Records from a data source:
· · · · ·

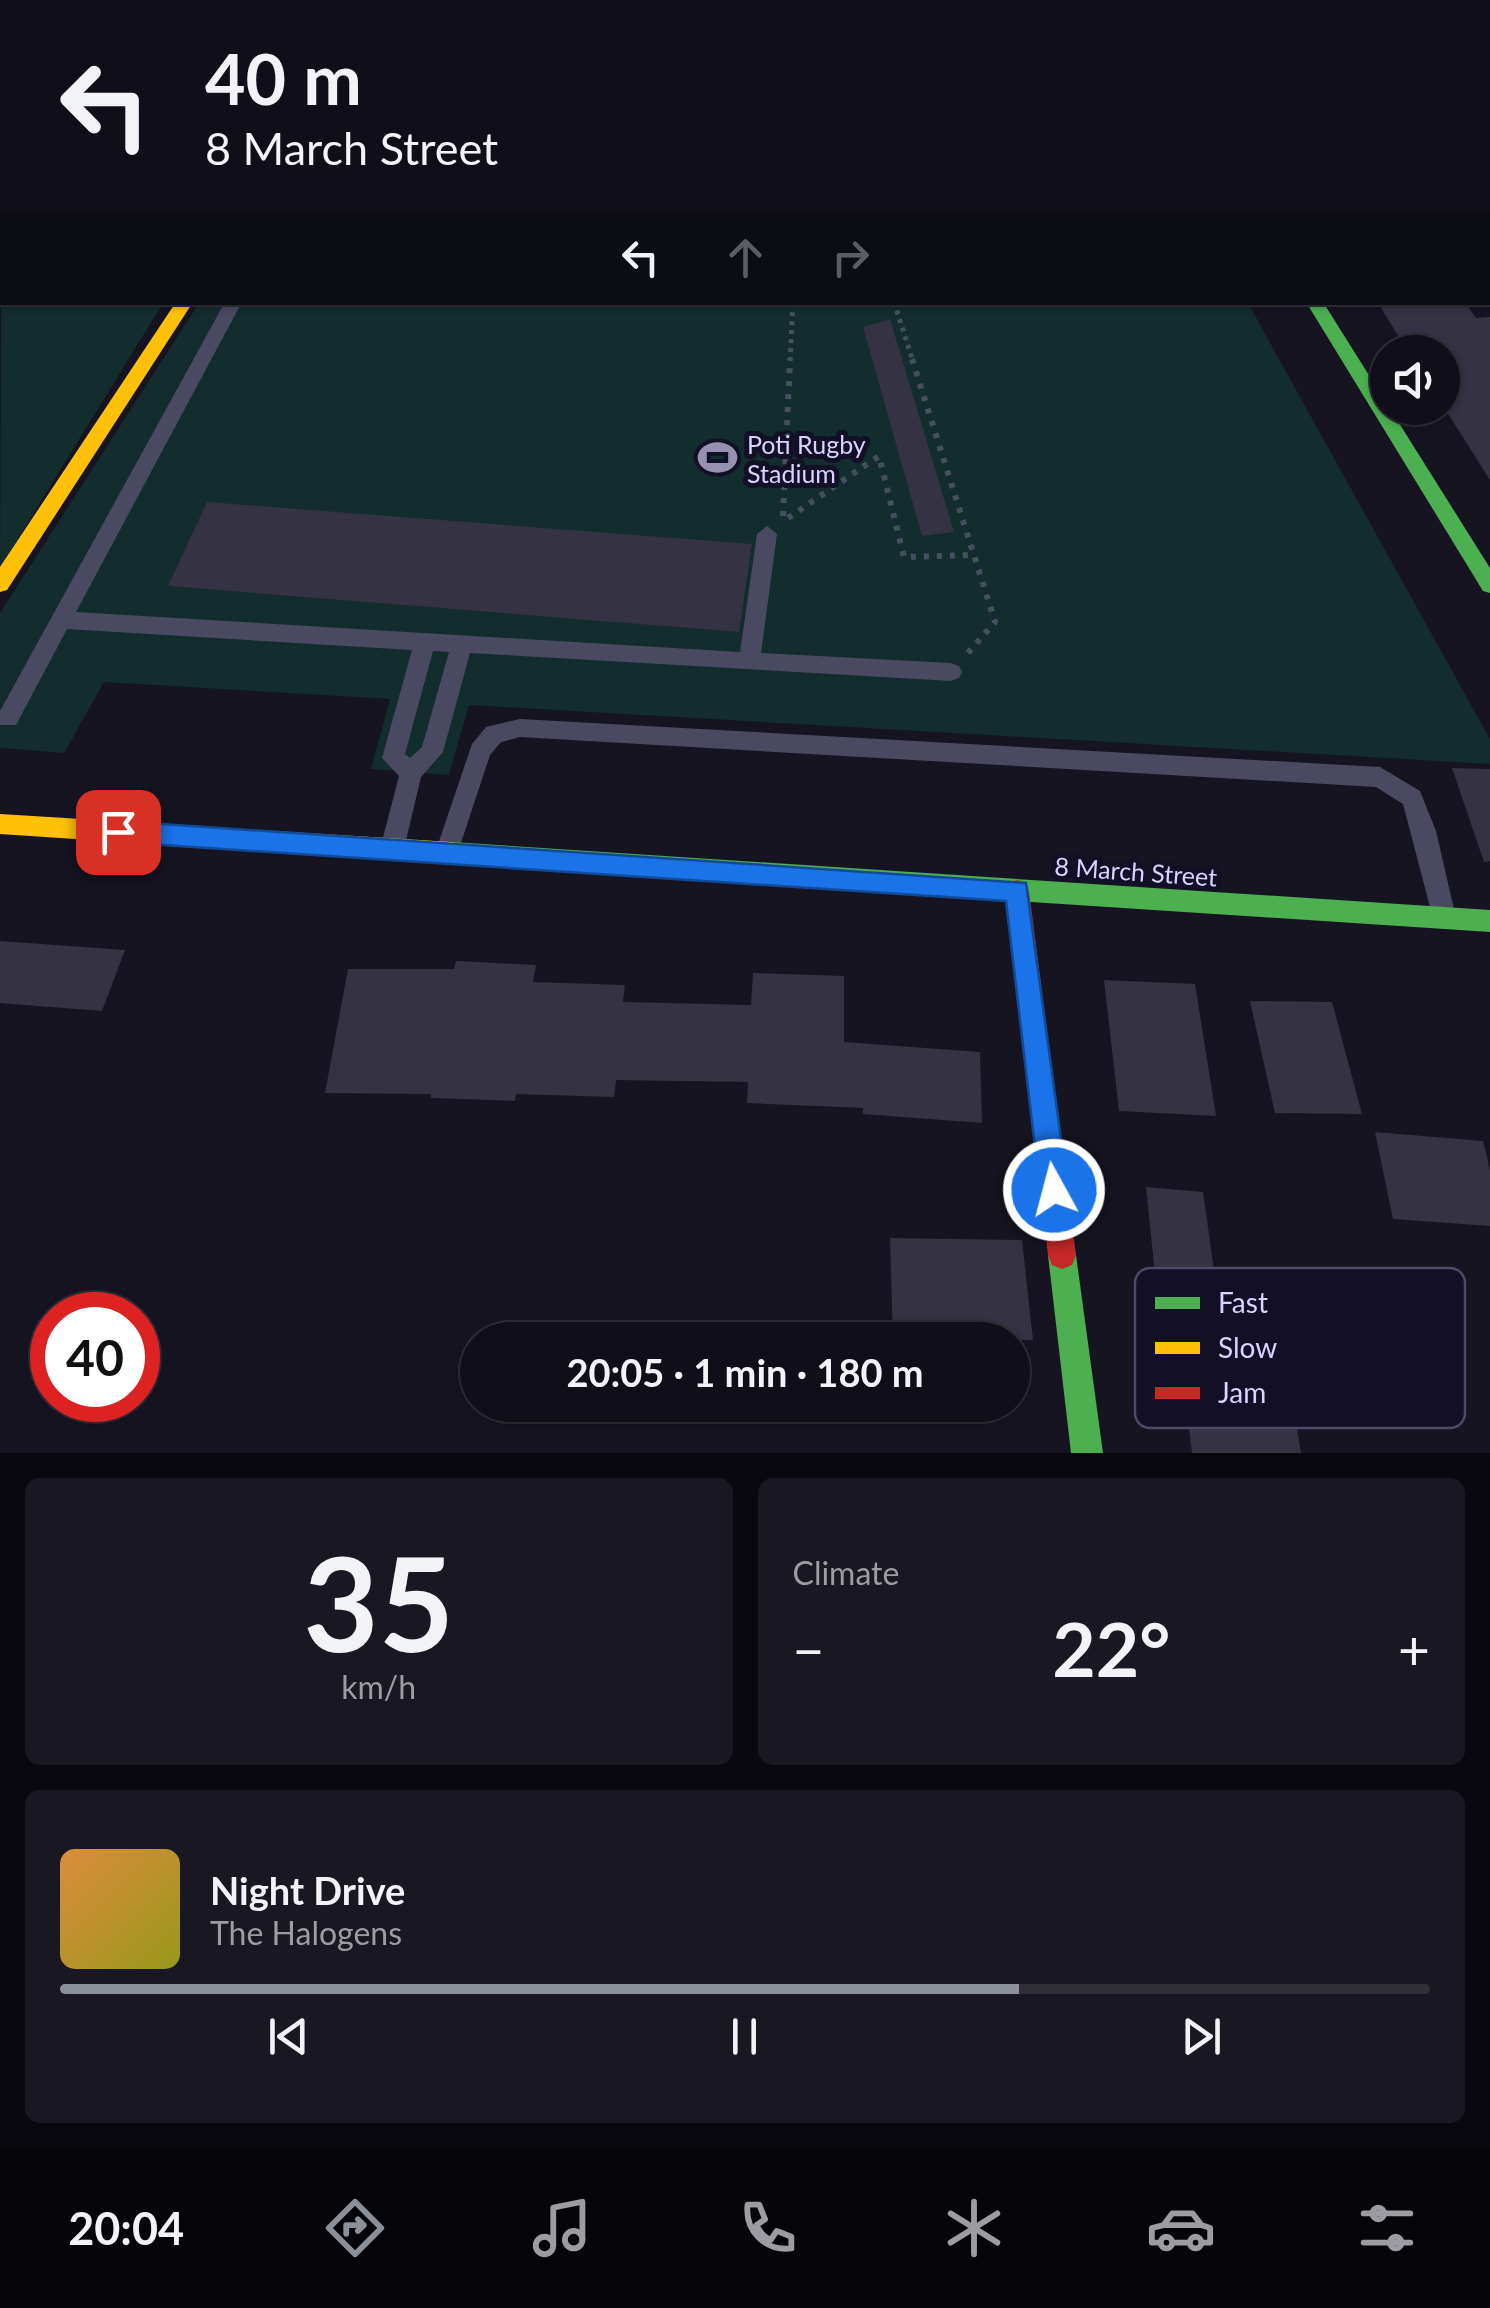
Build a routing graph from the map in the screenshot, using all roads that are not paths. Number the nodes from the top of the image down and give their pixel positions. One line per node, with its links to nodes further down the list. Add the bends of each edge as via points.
1 (183, 305): 5 (main road)
2 (232, 305): 7 (lane)
3 (1316, 305): 6 (main road)
4 (767, 534): 10 (lane)
5 (0, 584)
6 (1490, 586)
7 (62, 620): 8 (lane); 12 (lane)
8 (425, 642): 9 (lane); 13 (lane, via 393,758)
9 (462, 644): 10 (lane); 13 (lane, via 432,752)
10 (749, 661): 11 (lane)
11 (950, 672)
12 (8, 718)
13 (412, 772): 15 (lane)
14 (0, 824): 15 (main road, 8 March Street)
15 (392, 849): 16 (main road, 8 March Street)
16 (447, 853): 17 (main road, 8 March Street); 18 (lane, via 480,750 494,734 520,728 1380,776 1412,798)
17 (1017, 890): 18 (main road, 8 March Street); 20 (main road)
18 (1444, 918): 19 (main road, 8 March Street)
19 (1490, 921)
20 (1087, 1453)

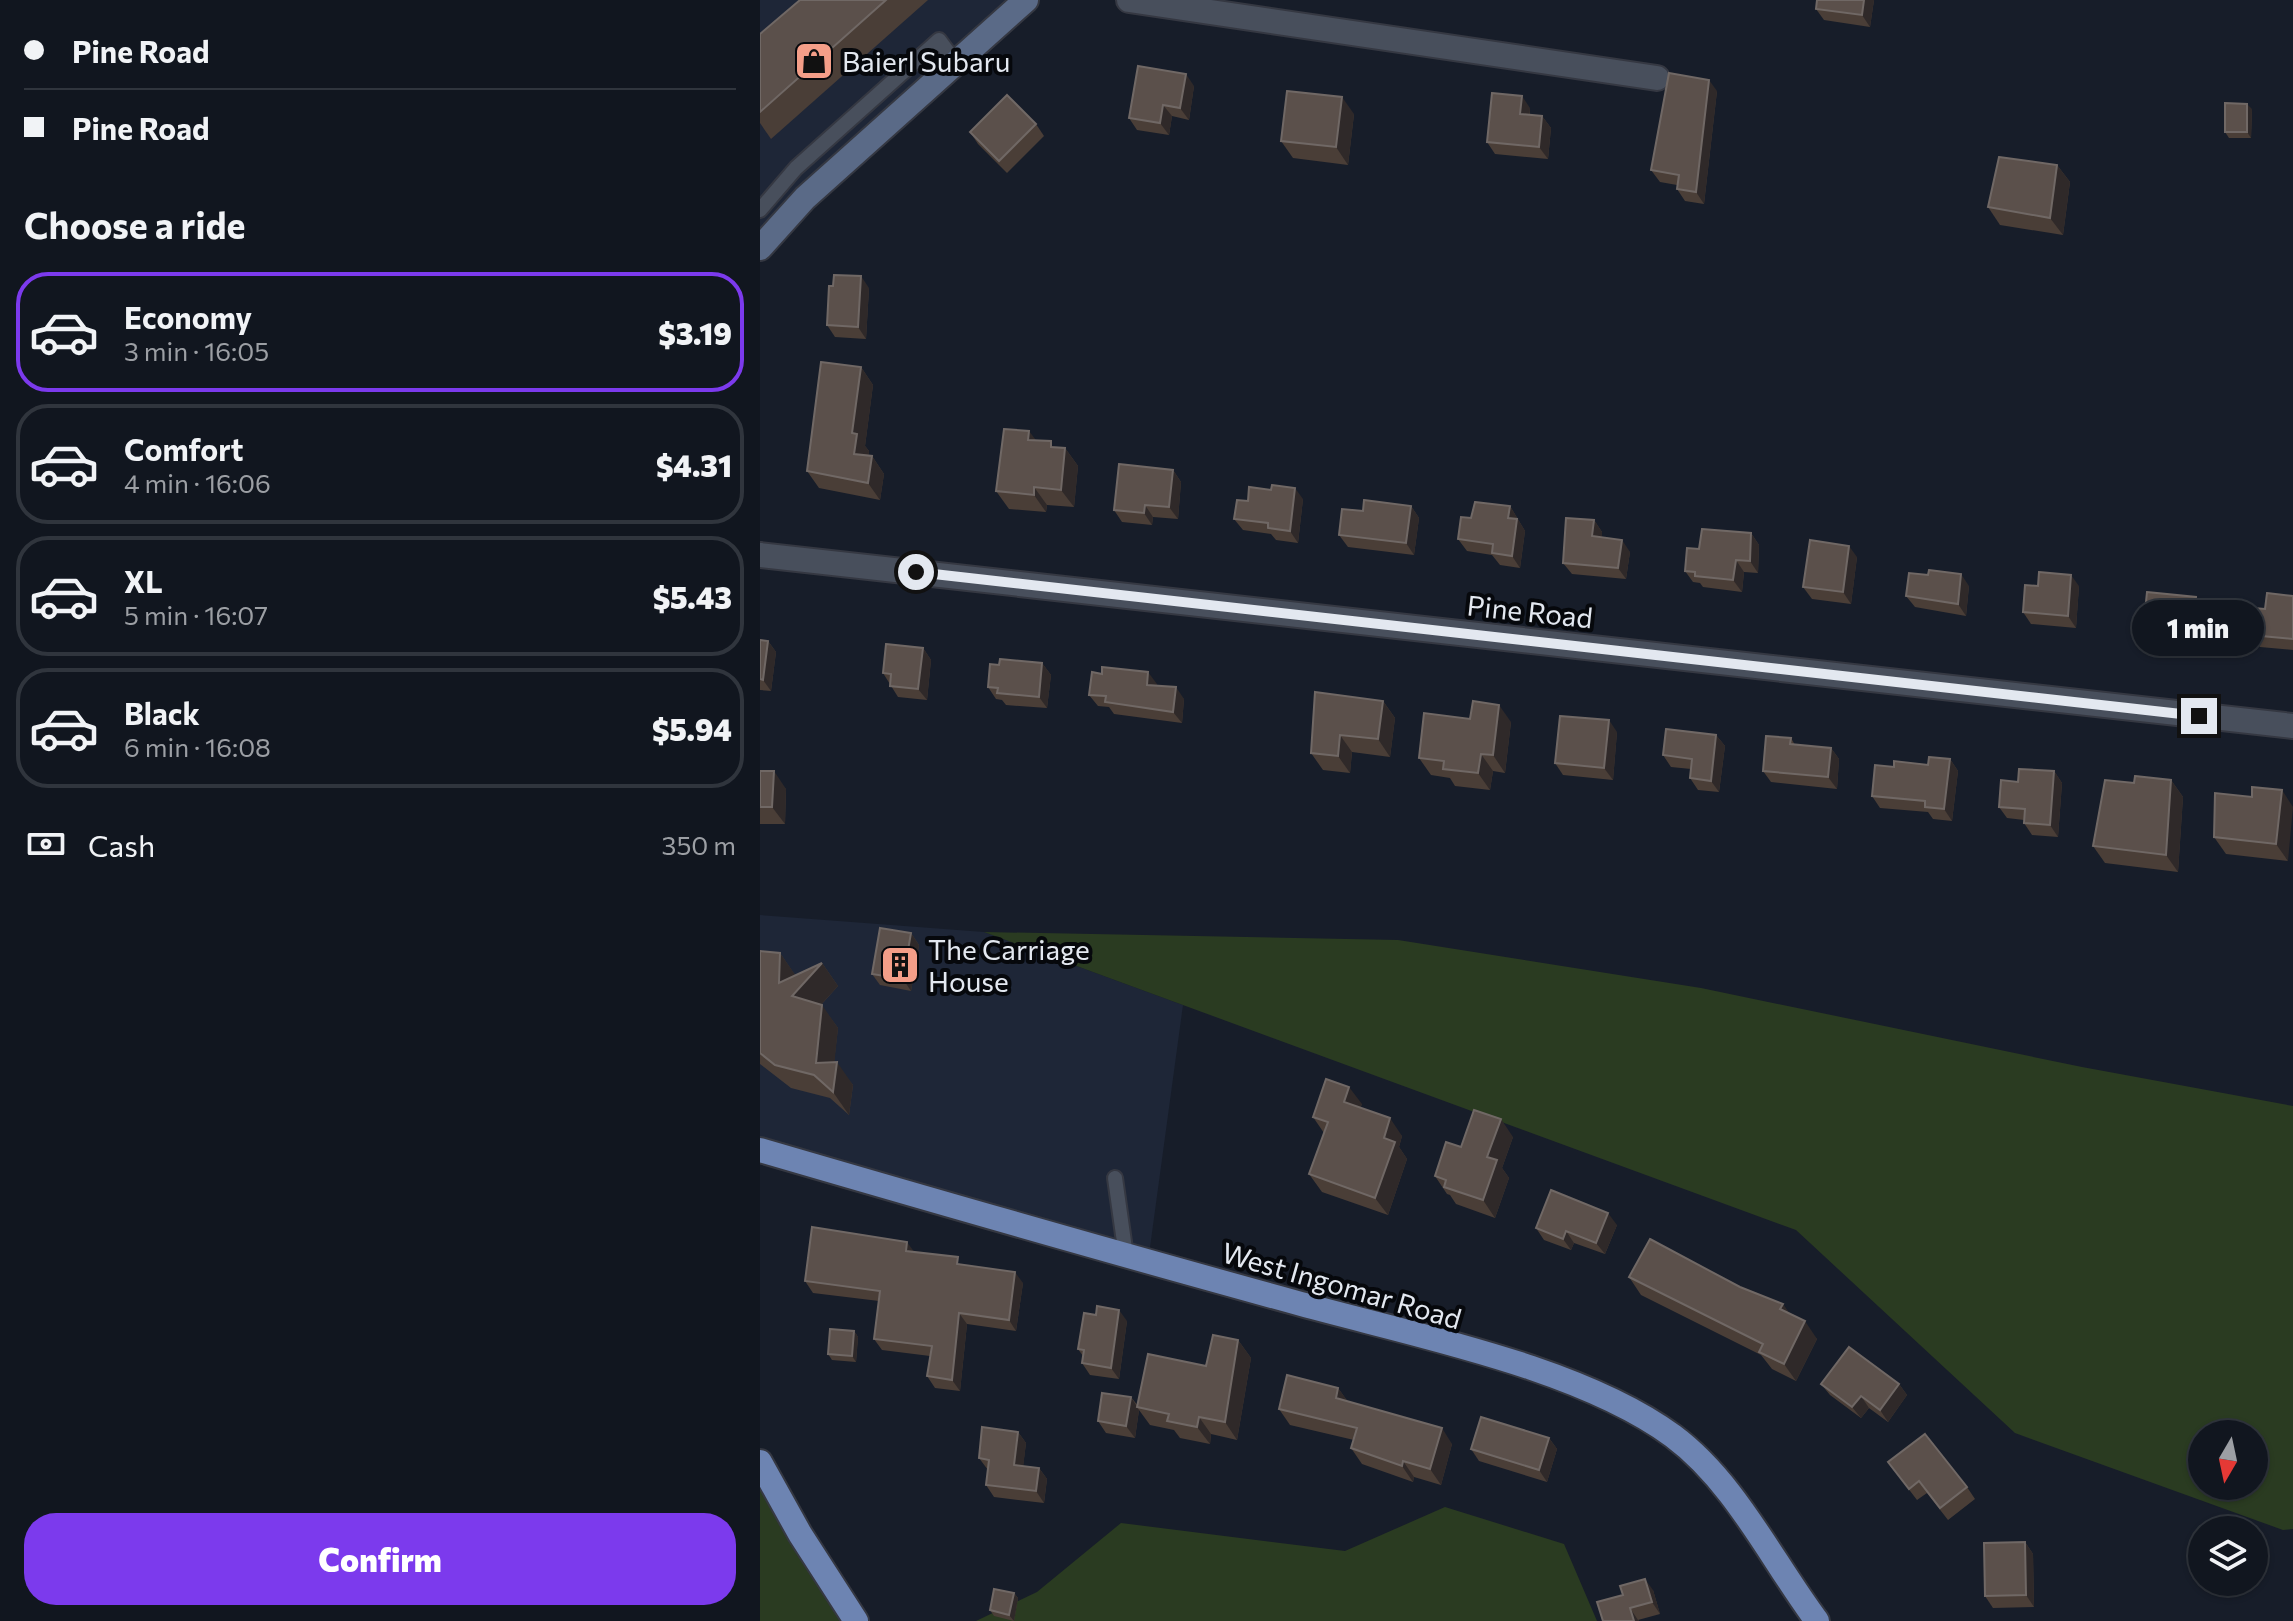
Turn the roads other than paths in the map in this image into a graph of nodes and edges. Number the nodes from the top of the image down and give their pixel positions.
1 (1026, 0) edge
2 (1129, 0) edge
3 (956, 63) junction
4 (1657, 78) dead end
5 (760, 210) edge
6 (760, 248) edge
7 (760, 555) edge
8 (2293, 726) edge
9 (760, 1150) edge
10 (1115, 1178) dead end
11 (1126, 1256) junction
12 (760, 1462) edge
13 (856, 1621) edge
14 (1817, 1621) edge

1 - 3 street
2 - 4 street
3 - 5 lane
3 - 6 street
7 - 8 street, Pine Road
9 - 11 main road, West Ingomar Road
10 - 11 lane
11 - 14 main road, West Ingomar Road
12 - 13 main road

· · · · ·

§ **WORK TO BE COMPLETED**
Take the lines from the one containing "Turn the roads" through the final line of the entries above, and set them down exactly, with nothing added.

§ **ANSWER SPACE**
Turn the roads other than paths in the map in this image into a graph of nodes and edges. Number the nodes from the top of the image down and give their pixel positions.
1 (1026, 0) edge
2 (1129, 0) edge
3 (956, 63) junction
4 (1657, 78) dead end
5 (760, 210) edge
6 (760, 248) edge
7 (760, 555) edge
8 (2293, 726) edge
9 (760, 1150) edge
10 (1115, 1178) dead end
11 (1126, 1256) junction
12 (760, 1462) edge
13 (856, 1621) edge
14 (1817, 1621) edge

1 - 3 street
2 - 4 street
3 - 5 lane
3 - 6 street
7 - 8 street, Pine Road
9 - 11 main road, West Ingomar Road
10 - 11 lane
11 - 14 main road, West Ingomar Road
12 - 13 main road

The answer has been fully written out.